My sister Melissa, who grew up in the Last Frontier but now lives in the Aloha State, wrote: “I never stop missing my mountains, the path between Mom and Grannie’s or the midnight sun, because it is a part of my heart. It is who I am.”

Reading that line made me tear up and yearn for hiking in Hatcher’s Pass, family Independence Day trips to our cabin on Lake Louise, and the view of Pioneer Peak from my parents’ porch. My heart is so full when I’m in Alaska, watching my children run and play in the true wilderness that only exists there.

As I contemplated this, I pondered how I could “settle” here, and feel at home. What is there to love about Blacksburg?

A few days ago, I went out after dark to take my garbage out to the dumpster. It was the first time that day I’d been outside, as it had been both too hot and humid or too stormy during the daytime. I looked around and noticed something I’d never seen before: fireflies.

It’s probably cheesy, but I felt like a kids again. Fireflies are kind of magical! My husband and I have gone out in our backyard to play with them at night several times since then—once my husband even got them to trail after him, just like the scene in “The Good Dinosaur.” Watching my kids play with them a few days later was even better. “Oh, oh oh! Cool!” they yelled, and I felt the little tug on my heart that I get every once in a while when I sense an important memory is being made. A tiny voice whispered in my head, “This IS cool. I LOVE fireflies, and they are something I can only experience here—not in Alaska.”

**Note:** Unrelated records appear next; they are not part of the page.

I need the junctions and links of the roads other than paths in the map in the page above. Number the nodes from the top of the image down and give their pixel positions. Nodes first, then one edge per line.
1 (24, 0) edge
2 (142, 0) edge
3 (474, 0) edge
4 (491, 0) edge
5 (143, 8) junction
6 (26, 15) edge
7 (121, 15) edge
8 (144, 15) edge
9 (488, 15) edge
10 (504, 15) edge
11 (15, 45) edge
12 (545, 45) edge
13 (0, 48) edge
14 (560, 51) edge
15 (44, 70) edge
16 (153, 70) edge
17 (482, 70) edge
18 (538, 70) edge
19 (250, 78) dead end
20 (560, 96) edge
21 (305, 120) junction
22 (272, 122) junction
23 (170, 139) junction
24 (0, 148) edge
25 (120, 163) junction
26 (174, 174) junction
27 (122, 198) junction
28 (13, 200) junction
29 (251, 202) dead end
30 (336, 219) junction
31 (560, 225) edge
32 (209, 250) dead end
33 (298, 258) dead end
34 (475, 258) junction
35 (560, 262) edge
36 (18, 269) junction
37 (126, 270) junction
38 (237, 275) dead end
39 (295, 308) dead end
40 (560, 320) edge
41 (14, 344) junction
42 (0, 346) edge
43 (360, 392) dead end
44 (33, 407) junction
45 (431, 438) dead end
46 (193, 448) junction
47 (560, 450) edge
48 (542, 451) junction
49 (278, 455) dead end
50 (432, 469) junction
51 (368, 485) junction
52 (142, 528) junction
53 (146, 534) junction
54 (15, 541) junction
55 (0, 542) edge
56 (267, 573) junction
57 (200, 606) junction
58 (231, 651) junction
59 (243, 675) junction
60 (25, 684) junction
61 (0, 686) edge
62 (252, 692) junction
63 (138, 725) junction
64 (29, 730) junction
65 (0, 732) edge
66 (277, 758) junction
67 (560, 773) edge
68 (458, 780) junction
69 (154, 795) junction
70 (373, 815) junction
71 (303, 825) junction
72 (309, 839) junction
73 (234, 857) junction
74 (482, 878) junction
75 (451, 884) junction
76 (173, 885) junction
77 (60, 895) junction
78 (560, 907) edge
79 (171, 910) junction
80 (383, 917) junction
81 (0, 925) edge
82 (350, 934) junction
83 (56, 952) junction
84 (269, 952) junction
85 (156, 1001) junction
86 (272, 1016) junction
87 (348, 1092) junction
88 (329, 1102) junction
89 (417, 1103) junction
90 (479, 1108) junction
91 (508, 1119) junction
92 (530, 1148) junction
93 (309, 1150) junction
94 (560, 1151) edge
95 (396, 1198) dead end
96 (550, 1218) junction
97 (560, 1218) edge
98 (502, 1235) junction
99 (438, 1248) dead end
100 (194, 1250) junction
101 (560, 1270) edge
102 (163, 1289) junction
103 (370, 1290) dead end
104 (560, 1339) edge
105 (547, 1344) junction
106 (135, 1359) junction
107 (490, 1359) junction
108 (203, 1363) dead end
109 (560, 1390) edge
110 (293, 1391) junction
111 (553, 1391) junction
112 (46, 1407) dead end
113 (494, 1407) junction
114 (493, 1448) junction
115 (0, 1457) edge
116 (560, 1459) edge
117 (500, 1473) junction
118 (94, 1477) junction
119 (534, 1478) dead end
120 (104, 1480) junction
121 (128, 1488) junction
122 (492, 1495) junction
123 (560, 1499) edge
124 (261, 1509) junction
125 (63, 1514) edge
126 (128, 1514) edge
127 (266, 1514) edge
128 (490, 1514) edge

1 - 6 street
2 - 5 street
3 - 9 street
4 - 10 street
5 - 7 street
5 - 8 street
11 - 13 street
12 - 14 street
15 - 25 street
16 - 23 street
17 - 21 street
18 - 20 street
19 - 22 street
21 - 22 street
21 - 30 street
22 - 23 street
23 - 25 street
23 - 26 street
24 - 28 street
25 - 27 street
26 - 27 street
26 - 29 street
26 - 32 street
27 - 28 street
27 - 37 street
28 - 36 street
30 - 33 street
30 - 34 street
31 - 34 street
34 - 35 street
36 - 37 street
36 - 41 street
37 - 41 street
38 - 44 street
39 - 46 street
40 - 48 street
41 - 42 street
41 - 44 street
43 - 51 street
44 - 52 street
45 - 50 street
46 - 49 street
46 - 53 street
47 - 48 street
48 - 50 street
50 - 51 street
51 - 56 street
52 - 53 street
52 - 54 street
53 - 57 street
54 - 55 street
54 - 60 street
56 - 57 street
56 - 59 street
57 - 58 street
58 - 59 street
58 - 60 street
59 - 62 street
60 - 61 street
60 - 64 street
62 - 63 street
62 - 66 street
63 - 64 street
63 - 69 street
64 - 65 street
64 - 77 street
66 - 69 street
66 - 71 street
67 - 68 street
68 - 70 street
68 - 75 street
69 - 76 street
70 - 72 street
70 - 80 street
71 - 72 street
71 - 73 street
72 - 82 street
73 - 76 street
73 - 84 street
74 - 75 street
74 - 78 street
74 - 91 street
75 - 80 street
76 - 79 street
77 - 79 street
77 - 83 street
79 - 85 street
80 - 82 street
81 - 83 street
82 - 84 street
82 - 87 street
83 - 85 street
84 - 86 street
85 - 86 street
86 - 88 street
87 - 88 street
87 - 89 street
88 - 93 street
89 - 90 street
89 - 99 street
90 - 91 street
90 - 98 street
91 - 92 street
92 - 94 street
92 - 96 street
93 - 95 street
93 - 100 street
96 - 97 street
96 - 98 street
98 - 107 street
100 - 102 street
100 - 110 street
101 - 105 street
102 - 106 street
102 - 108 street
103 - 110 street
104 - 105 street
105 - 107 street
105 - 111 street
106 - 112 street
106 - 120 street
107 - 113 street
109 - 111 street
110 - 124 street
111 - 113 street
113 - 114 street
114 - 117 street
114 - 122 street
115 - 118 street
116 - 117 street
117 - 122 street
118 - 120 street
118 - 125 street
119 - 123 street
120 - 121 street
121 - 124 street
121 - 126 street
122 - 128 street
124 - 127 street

If I could fill out my “I love Blacksburg because” sign again, I’d write, “there are fireflies here.”

I know Blacksburg, Va., will never take the place of Palmer, Alaska, in my heart, and I can’t say I love it here—not yet. But slowly, I think I can learn. Because if I love fireflies, maybe there are lots of new and interesting things to love about Blacksburg I can still discover. What other aspects of this place will I learn to love, if I start really trying?